Earth X - das ist das derzeitige Prestige-Projekt des
Marvel-Verlages in Amerika. Anspruchsvolle Story, viele Superhelden und ungewöhnliche
Zeichnungen heißt die Zauberformel. Als Mastermind im Hintergrund konnte man
das Zeichengenie Alex Ross (Marvels, Kindom Come) verpflichten.
Der Papst der Ölbilder-Comics legte sich dann auch kräftig ins
Zeug und ersann eine epische Geschichte, in der der Sinn des Lebens und der
Superhelden im Besonderen neu definiert wird. Es beginnt mit dem Erwachen
Aaron Stacks, dem Comic-Leser besser als Machine Man bekannt (der diesen Monat
einen Gastauftritt in Rächer #1 hatte). Er wird von Uatu, dem erblindeten
Beobachter der Menschheit, dazu verdonnert, dessen neue Augen zu sein. So
findet sich der nach Menschlichkeit eifernde Roboter (das Enterprise-Crew-Mitglied
Data entstand übrigens später) auf dem Mond in der Residenz des Beobachters
wieder und erlebt die Schöpfungsgeschichte, wie sie Uatu aufgezeichnet hat.
Schon
hier begegnen wir einigen Helden des Marvel-Universums. Conan, einige hierzulande
eher unbekannte Cowboys (Two Gun Kid und Lone Raider - wer liest schon Western
außer Leutnant Blueberry?), die Flamme, Captain Amerika, Namor, Bucky, die
Spinne, die Fantastischen Vier, den Hulk, Daredevil, die Rächer, Captain Marvel,
den Silver Surfer und so weiter. In diesem Prolog greifen die Helden noch
nicht in das Geschehen ein, sie sind eher Spielfiguren auf einem größeren
Spielfeld. Die schon aus "Die Rückkehr der Helden" bekannten Celestials spielen
auch hier eine entscheidende Rolle. In einer ruhigen, fast fließenden
Art und Weise entwickelt sich eine religiös anmutende Geschichte. Was für
ein "normales" Superheldenheft der Todesstoß wäre, wird in Erde X zum Thema
und in Amerika zum Erfolg. Obwohl es in den folgenden Heften nicht an Kämpfen
mangelt, bleibt der Leser stets distanziert. Neben den Handlungen auf der
Erde wird eine zweite Handlungsebene entwickelt die galaktische Ausmaße hat.

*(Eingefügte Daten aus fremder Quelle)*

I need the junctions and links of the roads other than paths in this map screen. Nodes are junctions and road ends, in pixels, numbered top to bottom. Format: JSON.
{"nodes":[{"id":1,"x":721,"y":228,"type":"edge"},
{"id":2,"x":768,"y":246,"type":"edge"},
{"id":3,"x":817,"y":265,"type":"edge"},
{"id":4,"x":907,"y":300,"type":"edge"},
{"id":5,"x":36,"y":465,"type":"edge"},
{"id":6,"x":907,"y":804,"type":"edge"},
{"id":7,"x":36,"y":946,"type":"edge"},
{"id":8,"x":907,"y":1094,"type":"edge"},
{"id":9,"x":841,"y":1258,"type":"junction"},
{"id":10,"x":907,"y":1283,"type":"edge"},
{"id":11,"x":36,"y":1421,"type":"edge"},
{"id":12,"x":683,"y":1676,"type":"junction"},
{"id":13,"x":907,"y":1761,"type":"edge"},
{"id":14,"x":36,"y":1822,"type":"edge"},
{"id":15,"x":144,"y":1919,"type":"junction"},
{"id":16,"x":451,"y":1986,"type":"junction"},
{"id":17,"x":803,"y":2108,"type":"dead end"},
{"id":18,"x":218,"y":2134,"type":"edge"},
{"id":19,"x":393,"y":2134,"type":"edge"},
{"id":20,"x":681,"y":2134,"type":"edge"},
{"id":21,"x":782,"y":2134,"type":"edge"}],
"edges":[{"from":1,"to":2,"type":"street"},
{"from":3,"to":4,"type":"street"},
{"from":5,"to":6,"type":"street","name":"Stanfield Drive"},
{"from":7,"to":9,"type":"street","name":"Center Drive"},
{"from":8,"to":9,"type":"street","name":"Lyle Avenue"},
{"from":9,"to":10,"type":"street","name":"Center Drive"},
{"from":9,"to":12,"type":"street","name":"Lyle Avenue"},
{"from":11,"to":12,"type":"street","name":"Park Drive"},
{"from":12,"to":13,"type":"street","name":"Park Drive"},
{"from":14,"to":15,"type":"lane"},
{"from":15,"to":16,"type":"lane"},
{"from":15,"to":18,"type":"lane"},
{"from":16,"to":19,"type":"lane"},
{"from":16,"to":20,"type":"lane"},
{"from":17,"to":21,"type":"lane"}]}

Ross gelingt es, beide Stränge zu kombinieren und gemeinsam weiter zu entwickeln.
Seit "The Dark Knight Returns (Die Rückkehr des dunklen Ritters)"
ist klar, dass es in Amerika ein älteres Comic-Publikum gibt, das zwar mit
Superhelden aufgewachsen ist, aber dennoch gute Geschichten zu schätzen weiß.
Die damals ungewohnten Zeichnungen von Miller und Janson konnten den Erfolg
der Serie nicht verhindern und gelten heute als Klassiker.
Auch bei Erde X setzen die Macher bei Marvel auf diese Kombination
von guter Story und besonderen Zeichnungen. John Paul Leon verleiht den Bildern
eine melancholische Düsternis. Obwohl weit jenseits der üblichen bunten und
modernen Zeichnungen sind die alten Helden sofort wieder zu erkennen. Hätte
man auf einen "Hausstil" einer bestimmten Serie zurückgegriffen, wäre es zum
Beispiel eine X-Men Geschichte mit weiteren Helden geworden. Da ein den Marvel-Comics
bislang fremder Stil (er erinnert an die kurzlebige aber dennoch empfehlenswerte
Serie Gemini Blood bei DC) gewählt wurde, gelingt der Eindruck eines homogenen
Universums, in dem alle Helden gleichwertig nebeneinander agieren können.
Das Heft hat einen Karton-Einband und Rückenverleimung und wirkt
besonders durch den partiellen Glanzlack hochwertig. Die Bedeutung des europäischen
Marktes scheint bei der amerikanischen Mutter Marvel und beim Panini Verlag
erkannt worden zu sein: Musste man früher Jahre bis zur deutschen Veröffentlichung
eines Highlights aus Übersee warten, ist Earth X schon auf deutsch verfügbar,
obwohl die Serie in Amerika noch nicht einmal abgeschlossen ist.